** Opening RECORDS SUPPLIED block **
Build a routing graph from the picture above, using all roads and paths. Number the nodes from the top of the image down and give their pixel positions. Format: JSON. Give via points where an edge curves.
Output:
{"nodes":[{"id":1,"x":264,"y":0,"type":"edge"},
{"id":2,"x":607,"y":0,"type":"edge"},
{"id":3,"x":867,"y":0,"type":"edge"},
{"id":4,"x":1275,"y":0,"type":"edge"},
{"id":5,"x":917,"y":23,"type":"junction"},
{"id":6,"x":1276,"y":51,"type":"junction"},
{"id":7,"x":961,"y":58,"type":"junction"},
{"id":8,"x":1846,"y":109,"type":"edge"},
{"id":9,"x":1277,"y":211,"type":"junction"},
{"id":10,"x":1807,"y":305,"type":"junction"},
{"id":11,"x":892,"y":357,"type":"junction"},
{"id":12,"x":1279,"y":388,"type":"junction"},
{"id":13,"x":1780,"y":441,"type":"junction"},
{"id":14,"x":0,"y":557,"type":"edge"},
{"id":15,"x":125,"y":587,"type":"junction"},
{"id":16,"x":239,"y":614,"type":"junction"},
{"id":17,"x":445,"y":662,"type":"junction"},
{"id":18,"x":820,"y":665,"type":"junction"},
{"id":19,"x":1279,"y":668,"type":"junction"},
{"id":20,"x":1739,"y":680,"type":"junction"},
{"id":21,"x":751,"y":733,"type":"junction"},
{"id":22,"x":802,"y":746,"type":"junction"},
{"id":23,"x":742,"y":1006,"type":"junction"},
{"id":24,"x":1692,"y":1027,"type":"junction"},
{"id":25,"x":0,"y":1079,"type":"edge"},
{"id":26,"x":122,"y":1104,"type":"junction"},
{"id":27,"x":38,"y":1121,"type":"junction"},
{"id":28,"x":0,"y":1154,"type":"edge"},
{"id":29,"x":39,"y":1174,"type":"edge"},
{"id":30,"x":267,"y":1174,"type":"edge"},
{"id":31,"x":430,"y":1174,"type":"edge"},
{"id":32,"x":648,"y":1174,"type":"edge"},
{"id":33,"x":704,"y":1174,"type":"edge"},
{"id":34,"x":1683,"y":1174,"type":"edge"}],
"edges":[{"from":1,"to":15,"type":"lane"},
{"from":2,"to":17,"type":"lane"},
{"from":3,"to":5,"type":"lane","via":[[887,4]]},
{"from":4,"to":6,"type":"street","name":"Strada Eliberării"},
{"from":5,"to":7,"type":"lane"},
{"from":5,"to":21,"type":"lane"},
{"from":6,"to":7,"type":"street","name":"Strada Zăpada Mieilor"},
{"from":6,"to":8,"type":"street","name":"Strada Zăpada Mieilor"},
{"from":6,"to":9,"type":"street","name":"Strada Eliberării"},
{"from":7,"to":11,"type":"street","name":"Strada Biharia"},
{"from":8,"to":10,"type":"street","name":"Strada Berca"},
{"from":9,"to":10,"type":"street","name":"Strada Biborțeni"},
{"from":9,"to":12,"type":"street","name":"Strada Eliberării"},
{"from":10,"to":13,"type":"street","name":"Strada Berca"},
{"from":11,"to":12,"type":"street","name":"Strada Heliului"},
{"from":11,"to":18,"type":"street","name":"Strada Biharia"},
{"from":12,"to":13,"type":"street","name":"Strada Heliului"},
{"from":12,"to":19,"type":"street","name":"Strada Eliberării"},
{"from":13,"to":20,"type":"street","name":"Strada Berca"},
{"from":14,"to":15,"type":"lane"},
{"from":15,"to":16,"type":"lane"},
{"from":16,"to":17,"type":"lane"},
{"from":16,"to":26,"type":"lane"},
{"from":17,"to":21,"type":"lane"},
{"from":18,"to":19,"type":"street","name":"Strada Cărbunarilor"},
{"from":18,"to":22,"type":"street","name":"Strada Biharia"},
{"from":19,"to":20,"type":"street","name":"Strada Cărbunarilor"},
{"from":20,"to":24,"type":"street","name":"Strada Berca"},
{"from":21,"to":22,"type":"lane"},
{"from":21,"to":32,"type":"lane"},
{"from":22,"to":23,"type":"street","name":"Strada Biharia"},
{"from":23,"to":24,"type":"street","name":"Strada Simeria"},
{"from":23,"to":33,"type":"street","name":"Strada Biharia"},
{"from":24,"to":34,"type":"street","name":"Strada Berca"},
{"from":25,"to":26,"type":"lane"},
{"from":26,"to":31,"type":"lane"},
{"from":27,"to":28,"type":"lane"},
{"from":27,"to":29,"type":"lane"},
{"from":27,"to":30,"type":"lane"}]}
** Closing RECORDS SUPPLIED block **
**ABOUT THIS TASK:** When the word "Mieilor" shows up in a line of the entries, pull that line out.

**WRITTEN SOLUTION:**
{"from":6,"to":7,"type":"street","name":"Strada Zăpada Mieilor"},
{"from":6,"to":8,"type":"street","name":"Strada Zăpada Mieilor"},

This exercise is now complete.